The internets suggested making a .ps file and using Ghostscript's ps2pdf function to convert to .pdf.
generate a .ps file
This contains instructions on fonts etc.
%!
/Helvetica findfont 300 scalefont setfont
300 300 moveto
(Hello, world!) show
showpage
convert to .pdf
In bash, do something like this:
ps2pdf test.ps test.pdf
This also works:
find . -type f -name "*.ps" | while read ONELINE; do ps2pdf "$ONELINE" "$(echo "$ONELINE" | sed 's/.ps/.pdf/g')"; done
pdf generation with ps2pdf
Go here, click link, get your custom placard: http://pzwart3.wdka.hro.nl/~egreenhalgh/cgi-bin/urllib/scrapedPlacards/socialistScrapePdf.cgi
(still working out how to make the pdfs look nice)
#!/usr/bin/python
#-*- coding:utf-8 -*-
import cgi
import cgitb; cgitb.enable()
from urllib import urlopen
from BeautifulSoup import BeautifulSoup
import os
#url = "http://www.socialistworker.co.uk/section.php?id=19"
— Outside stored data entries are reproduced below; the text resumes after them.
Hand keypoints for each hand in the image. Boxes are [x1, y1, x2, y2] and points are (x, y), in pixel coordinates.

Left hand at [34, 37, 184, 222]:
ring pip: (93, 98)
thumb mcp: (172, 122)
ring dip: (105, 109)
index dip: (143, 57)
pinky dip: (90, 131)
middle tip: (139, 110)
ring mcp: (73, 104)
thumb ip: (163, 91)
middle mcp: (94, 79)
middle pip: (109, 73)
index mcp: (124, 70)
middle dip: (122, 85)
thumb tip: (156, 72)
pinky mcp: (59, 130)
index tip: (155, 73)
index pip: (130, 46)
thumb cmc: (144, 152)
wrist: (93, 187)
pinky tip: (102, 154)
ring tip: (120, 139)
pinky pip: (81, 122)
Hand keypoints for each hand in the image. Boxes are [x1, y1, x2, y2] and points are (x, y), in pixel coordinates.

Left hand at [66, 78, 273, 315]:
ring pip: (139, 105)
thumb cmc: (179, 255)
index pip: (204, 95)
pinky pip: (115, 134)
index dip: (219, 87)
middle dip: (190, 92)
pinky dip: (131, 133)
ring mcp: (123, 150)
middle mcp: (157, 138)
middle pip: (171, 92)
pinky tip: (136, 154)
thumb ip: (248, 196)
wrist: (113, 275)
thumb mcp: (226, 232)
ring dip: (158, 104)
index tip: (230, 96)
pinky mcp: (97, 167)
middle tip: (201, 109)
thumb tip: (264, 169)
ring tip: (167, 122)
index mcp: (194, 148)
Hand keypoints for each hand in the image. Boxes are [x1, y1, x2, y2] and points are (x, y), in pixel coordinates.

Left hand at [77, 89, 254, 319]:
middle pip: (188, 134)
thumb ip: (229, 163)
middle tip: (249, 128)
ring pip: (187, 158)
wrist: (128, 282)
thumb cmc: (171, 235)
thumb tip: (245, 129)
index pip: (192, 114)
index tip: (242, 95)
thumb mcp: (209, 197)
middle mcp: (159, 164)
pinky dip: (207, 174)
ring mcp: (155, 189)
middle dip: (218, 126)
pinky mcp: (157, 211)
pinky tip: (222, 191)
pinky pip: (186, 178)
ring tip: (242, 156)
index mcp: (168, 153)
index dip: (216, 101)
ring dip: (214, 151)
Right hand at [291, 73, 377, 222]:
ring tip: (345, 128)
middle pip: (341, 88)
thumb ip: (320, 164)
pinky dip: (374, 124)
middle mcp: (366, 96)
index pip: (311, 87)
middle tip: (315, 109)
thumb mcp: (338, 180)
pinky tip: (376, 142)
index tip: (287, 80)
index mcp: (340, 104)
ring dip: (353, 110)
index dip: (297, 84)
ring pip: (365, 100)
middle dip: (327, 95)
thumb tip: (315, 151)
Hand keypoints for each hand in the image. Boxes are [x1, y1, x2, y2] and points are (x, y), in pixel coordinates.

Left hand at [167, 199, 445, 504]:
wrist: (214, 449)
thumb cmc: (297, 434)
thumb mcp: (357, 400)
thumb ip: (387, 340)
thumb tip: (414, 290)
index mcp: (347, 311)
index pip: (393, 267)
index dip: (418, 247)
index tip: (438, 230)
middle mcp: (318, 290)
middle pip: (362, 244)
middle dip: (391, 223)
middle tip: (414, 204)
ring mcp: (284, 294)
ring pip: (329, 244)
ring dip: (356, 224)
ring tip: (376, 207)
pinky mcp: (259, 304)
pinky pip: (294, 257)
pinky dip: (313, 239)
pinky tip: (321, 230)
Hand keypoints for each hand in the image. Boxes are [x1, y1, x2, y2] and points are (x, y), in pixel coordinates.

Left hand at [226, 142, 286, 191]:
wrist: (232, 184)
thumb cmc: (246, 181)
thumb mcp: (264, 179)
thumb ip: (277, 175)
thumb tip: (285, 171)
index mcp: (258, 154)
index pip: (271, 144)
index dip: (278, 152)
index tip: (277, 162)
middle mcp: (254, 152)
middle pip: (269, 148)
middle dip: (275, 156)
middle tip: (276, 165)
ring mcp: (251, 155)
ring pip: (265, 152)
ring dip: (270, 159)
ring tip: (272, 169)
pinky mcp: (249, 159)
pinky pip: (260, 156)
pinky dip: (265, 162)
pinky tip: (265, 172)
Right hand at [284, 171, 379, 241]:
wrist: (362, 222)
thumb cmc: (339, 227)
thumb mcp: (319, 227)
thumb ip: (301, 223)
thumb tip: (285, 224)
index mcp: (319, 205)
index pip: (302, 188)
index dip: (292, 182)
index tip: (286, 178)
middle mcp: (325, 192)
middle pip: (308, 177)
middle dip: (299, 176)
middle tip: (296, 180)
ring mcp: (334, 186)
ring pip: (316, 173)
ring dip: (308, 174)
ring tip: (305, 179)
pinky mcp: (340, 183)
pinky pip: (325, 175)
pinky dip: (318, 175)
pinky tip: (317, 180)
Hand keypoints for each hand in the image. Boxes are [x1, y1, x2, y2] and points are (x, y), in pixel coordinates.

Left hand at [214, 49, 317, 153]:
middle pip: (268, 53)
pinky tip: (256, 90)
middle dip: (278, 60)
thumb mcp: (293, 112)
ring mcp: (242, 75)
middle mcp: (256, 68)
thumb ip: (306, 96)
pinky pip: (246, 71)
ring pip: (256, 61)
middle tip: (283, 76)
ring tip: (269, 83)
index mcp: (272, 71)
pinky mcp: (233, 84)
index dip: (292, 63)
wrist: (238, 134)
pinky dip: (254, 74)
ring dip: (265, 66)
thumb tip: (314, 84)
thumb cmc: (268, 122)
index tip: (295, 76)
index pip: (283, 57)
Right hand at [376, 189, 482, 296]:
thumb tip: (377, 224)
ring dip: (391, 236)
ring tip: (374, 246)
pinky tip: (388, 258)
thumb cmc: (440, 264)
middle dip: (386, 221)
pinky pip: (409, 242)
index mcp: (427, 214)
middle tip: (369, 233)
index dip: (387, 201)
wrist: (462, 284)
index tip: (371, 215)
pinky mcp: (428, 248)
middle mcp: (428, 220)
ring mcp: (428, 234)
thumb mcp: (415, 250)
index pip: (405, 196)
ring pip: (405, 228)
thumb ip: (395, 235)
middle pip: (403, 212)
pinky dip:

#webpage = urlopen(url).read()
## parse it with Beautiful Soup to extract p tags
#soup = BeautifulSoup(webpage)
## get content of the <a> tags inside <h4 class="hilihead">
#headingSoup = soup.findAll('h4', { "class" : "hilihead" })
## append slogan to a list
#slogans = []
#for i in range(0,2):
# slogan = headingSoup[i].contents[0].contents[0]
# slogans.append(slogan)
#mySlogan = slogans[0]
mySlogan = "yo world"
# make .ps with slogan in
f = open("../../../urllib/placard.ps", "w")
ps = """%!
/Helvetica findfont 72 scalefont setfont
10 600 moveto
(""" + mySlogan + """) show
showpage"""
f.write(ps)
f.close()
print ps
# convert to .pdf with a syscall
command = "ps2pdf ../../../urllib/placard.ps ../../../urllib/placard.pdf"
os.popen(command)
# give user link to download pdf
htmlHeader = """<!DOCTYPE html>
<html>
<head>
<style type="text/css">
body {background-color: #333;}
div {width:800px; margin:20px auto 40px auto; padding: 100px;border:1px solid #bbb;font-size: 900%; line-height:90%;text-transform:uppercase;font-weight:bold;text-align:center; font-family: Arial, Helvetica, sans-serif;}
a {text-decoration: none; color: #fff;}
</style>
</head>
<body>"""
htmlFooter = """
</body>
</html>"""
print "Content-Type: text/html"
print
print htmlHeader
print "<div>"
print "<a href='../../../urllib/placard.pdf'>MAKE ME A PLACARD</a>"
print "</div>"
print htmlFooter
pdf generation with ReportLab
Run this script on the command line and it will overwrite whatever is in the existing pdf file with the new content in the 'slogan' variable
from reportlab.lib.pagesizes import A3
from reportlab.lib.enums import TA_CENTER # lets you use the 'ta_center' format to centre-align text
from reportlab.platypus import Paragraph # allows text to be flowable
from reportlab.platypus import SimpleDocTemplate # lets you set up margins, page size, filename etc.
from reportlab.lib.styles import getSampleStyleSheet, ParagraphStyle # lets you apply custom styles to text
doc = SimpleDocTemplate("../../../urllib/test.pdf", pagesize=A3, rightMargin=72, leftMargin=72, topMargin=72, bottomMargin=18)
styles = getSampleStyleSheet()
styles.add(ParagraphStyle(name="spaced", leading=170, alignment=TA_CENTER )) # here we make a style called 'spaced', which sets the leading and alignment of the text
story = []
slogan = "put yr text here"
text = '<font size=150>' +slogan+'</font>'
story.append(Paragraph(text, styles["spaced"]))
doc.build(story)